# Task brief
You are asked to filter the data below and copy every line holding "Right".

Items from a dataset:

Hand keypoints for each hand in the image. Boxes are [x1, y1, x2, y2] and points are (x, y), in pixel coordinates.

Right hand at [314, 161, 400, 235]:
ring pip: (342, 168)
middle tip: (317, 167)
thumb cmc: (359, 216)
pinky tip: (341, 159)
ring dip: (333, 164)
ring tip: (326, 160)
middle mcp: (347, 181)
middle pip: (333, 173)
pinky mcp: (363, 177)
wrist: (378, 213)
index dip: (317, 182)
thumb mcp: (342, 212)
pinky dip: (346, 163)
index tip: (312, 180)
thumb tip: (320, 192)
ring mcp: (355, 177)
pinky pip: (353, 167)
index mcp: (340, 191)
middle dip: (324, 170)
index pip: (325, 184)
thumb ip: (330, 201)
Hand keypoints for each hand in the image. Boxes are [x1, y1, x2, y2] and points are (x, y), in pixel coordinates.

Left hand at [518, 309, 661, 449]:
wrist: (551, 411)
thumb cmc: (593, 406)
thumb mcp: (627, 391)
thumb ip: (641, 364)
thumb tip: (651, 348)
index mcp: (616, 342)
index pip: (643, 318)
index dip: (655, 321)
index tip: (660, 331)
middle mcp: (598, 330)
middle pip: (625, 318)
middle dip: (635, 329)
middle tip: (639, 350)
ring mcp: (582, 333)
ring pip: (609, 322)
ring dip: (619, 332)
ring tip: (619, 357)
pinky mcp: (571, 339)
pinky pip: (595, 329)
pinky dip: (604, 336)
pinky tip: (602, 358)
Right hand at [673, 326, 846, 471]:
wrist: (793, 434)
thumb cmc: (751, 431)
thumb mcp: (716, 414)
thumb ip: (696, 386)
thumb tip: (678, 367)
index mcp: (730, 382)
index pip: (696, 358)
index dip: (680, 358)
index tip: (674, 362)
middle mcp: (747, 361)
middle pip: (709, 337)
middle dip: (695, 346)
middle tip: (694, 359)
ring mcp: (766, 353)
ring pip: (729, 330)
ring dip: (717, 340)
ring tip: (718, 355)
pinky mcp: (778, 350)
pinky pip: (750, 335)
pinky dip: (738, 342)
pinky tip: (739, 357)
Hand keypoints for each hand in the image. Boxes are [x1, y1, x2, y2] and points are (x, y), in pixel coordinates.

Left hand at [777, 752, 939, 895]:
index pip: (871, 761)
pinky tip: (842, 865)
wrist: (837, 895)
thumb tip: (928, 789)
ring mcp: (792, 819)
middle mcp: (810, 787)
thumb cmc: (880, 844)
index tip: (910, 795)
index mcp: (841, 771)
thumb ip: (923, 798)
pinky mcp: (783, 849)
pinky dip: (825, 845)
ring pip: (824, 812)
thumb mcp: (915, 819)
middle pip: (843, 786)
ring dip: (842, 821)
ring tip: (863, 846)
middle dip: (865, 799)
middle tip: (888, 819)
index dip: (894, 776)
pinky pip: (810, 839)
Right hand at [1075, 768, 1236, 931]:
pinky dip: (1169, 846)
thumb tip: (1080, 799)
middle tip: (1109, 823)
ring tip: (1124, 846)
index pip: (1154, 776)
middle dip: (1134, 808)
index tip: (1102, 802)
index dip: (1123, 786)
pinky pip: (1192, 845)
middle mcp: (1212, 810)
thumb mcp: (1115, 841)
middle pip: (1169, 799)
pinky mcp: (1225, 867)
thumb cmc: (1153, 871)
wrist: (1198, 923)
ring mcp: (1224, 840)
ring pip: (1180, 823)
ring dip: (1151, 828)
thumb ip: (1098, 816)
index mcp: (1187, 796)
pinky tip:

# Worked solution
Right hand at [314, 161, 400, 235]:
Right hand at [673, 326, 846, 471]:
Right hand at [1075, 768, 1236, 931]:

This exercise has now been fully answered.